▶ WHAT IS REQUIRED
Reproduce each entry exactly as it reads. Leave the images out.

[Opening GIVEN DATA section]

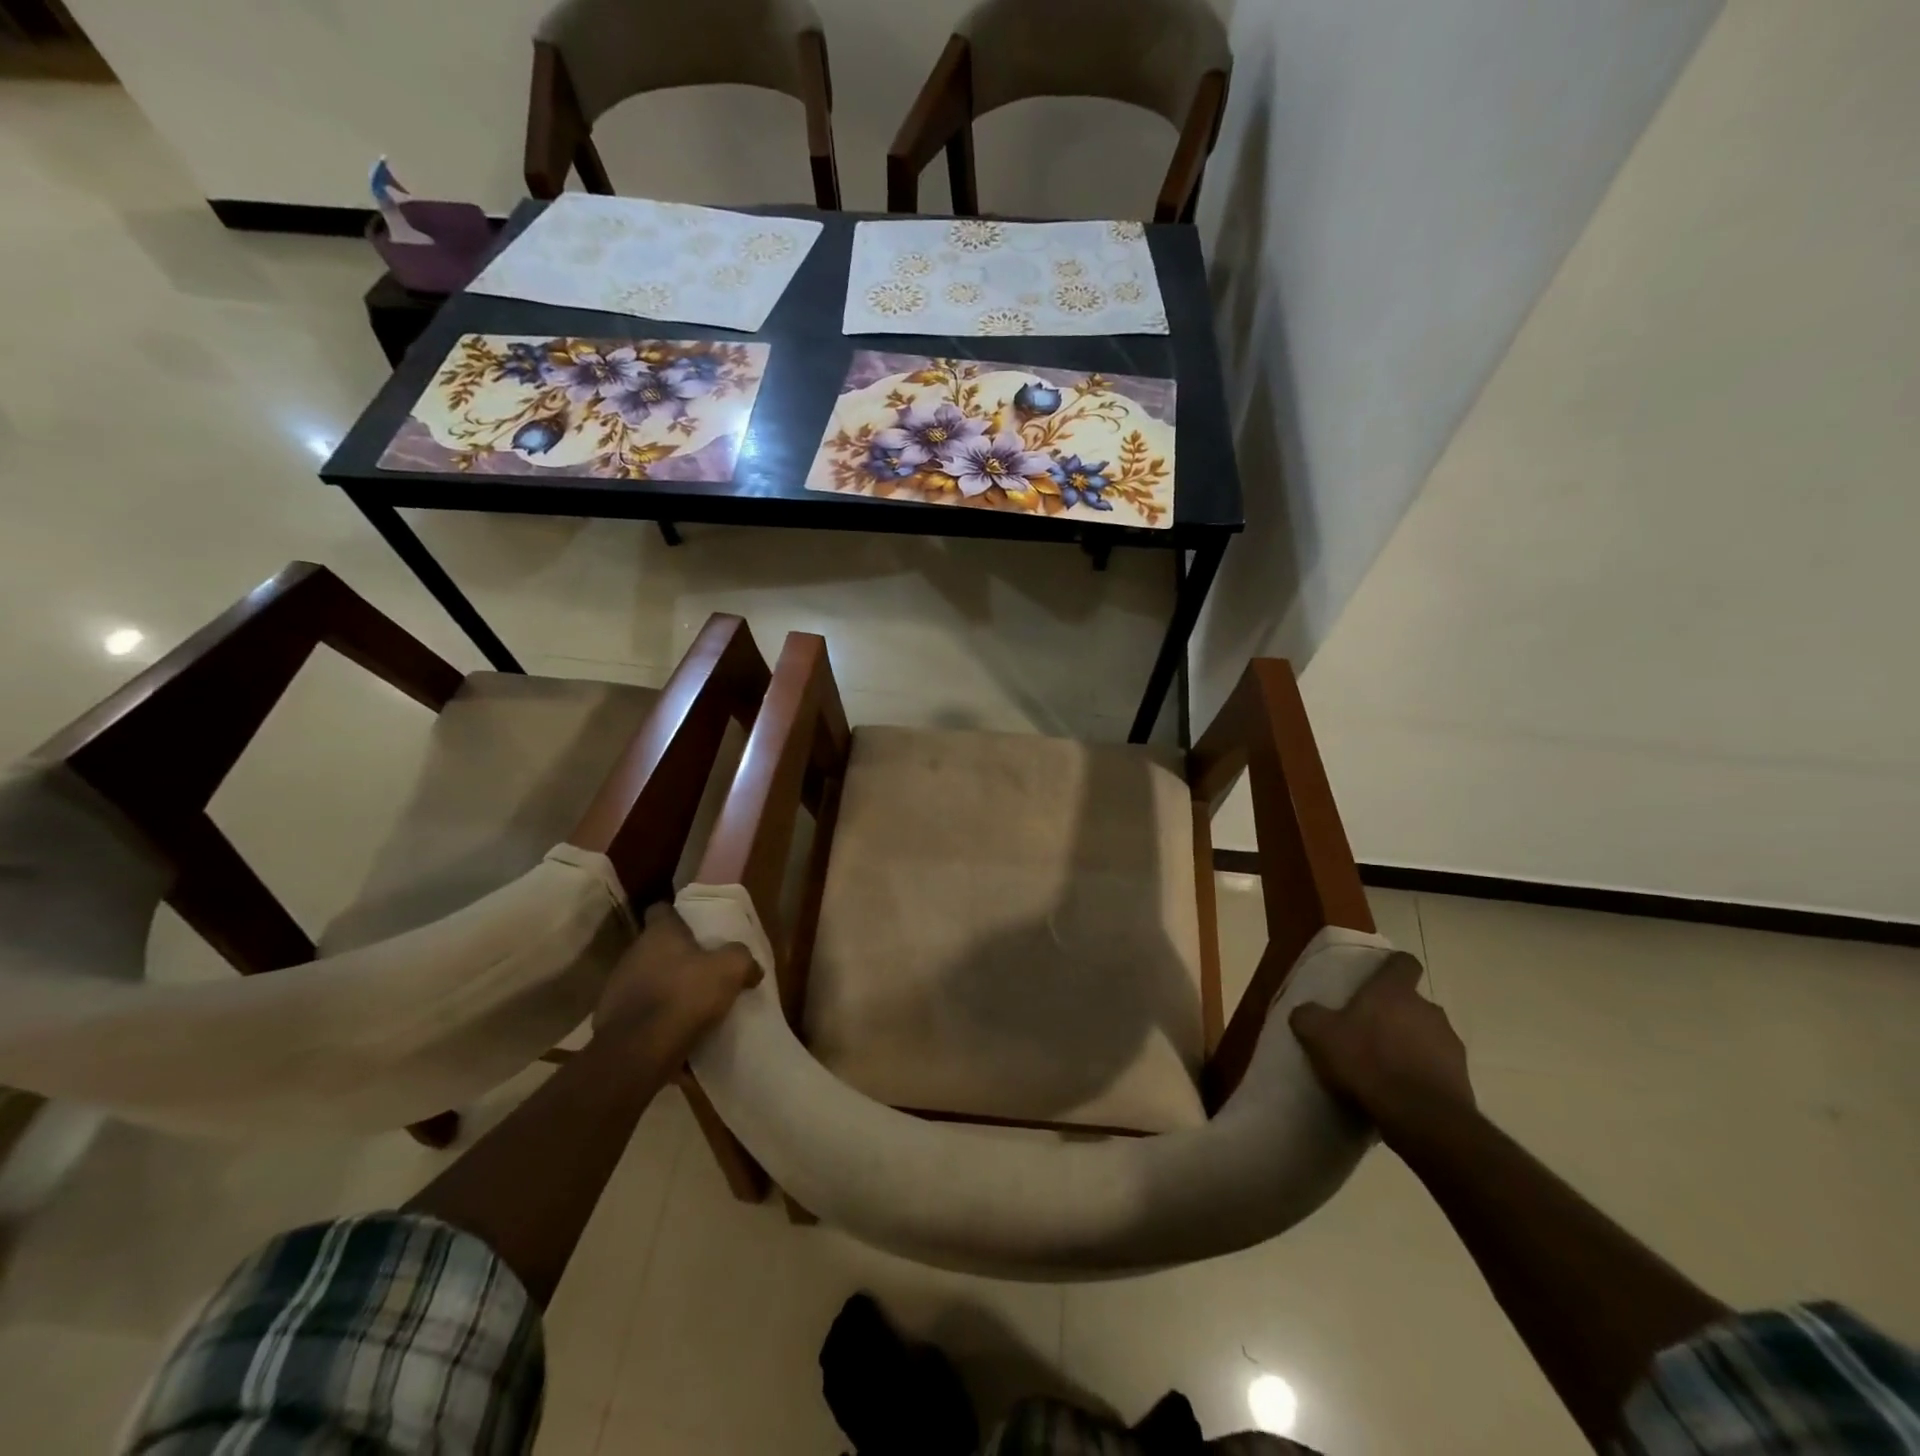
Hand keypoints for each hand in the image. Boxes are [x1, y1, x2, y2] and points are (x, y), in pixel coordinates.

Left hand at [594, 904, 761, 1054]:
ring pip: (646, 978)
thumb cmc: (684, 996)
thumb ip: (743, 958)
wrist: (638, 1052)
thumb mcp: (730, 970)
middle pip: (656, 946)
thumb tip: (752, 967)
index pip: (662, 909)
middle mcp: (633, 953)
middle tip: (703, 967)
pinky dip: (655, 1017)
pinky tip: (675, 1030)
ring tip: (691, 1003)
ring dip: (665, 986)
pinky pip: (639, 1011)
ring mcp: (618, 987)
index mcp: (659, 933)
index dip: (679, 915)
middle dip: (677, 955)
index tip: (696, 926)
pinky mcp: (611, 1019)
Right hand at [1290, 952, 1472, 1141]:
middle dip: (1395, 1013)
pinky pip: (1438, 1067)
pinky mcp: (1462, 1078)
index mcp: (1394, 991)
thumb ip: (1309, 1016)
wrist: (1421, 1117)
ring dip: (1410, 1044)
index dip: (1391, 967)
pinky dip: (1423, 1073)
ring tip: (1386, 1066)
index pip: (1403, 962)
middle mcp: (1428, 1009)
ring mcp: (1450, 1044)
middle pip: (1413, 1002)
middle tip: (1369, 1031)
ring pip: (1427, 1034)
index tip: (1376, 978)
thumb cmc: (1367, 1061)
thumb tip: (1306, 1012)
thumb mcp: (1319, 1035)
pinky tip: (1402, 1092)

[Closing GIVEN DATA section]

▶ RESPONSE TO THE EXERCISE
Hand keypoints for each hand in the image. Boxes are [x1, y1, x2, y2] and points are (x, y), in pixel coordinates.

Left hand at [594, 904, 761, 1054]:
ring pip: (646, 978)
thumb cmc: (684, 996)
thumb ip: (743, 958)
wrist: (638, 1052)
thumb mcp: (730, 970)
middle pip: (656, 946)
thumb tip: (752, 967)
index pip: (662, 909)
middle mcp: (633, 953)
middle tip: (703, 967)
pinky dip: (655, 1017)
pinky tip: (675, 1030)
ring tip: (691, 1003)
ring dip: (665, 986)
pinky pip: (639, 1011)
ring mcp: (618, 987)
index mcp: (659, 933)
index dip: (679, 915)
middle dip: (677, 955)
index tip: (696, 926)
pinky mcp: (611, 1019)
Right hand at [1290, 952, 1472, 1141]:
middle dip: (1395, 1013)
pinky pip: (1438, 1067)
pinky mcp: (1462, 1078)
index mcp: (1394, 991)
thumb ip: (1309, 1016)
wrist: (1421, 1117)
ring dip: (1410, 1044)
index dip: (1391, 967)
pinky dip: (1423, 1073)
ring tip: (1386, 1066)
index pip: (1403, 962)
middle mcp: (1428, 1009)
ring mcp: (1450, 1044)
middle pip: (1413, 1002)
middle tip: (1369, 1031)
ring pip: (1427, 1034)
index tip: (1376, 978)
thumb cmc: (1367, 1061)
thumb tip: (1306, 1012)
thumb mcp: (1319, 1035)
pinky tip: (1402, 1092)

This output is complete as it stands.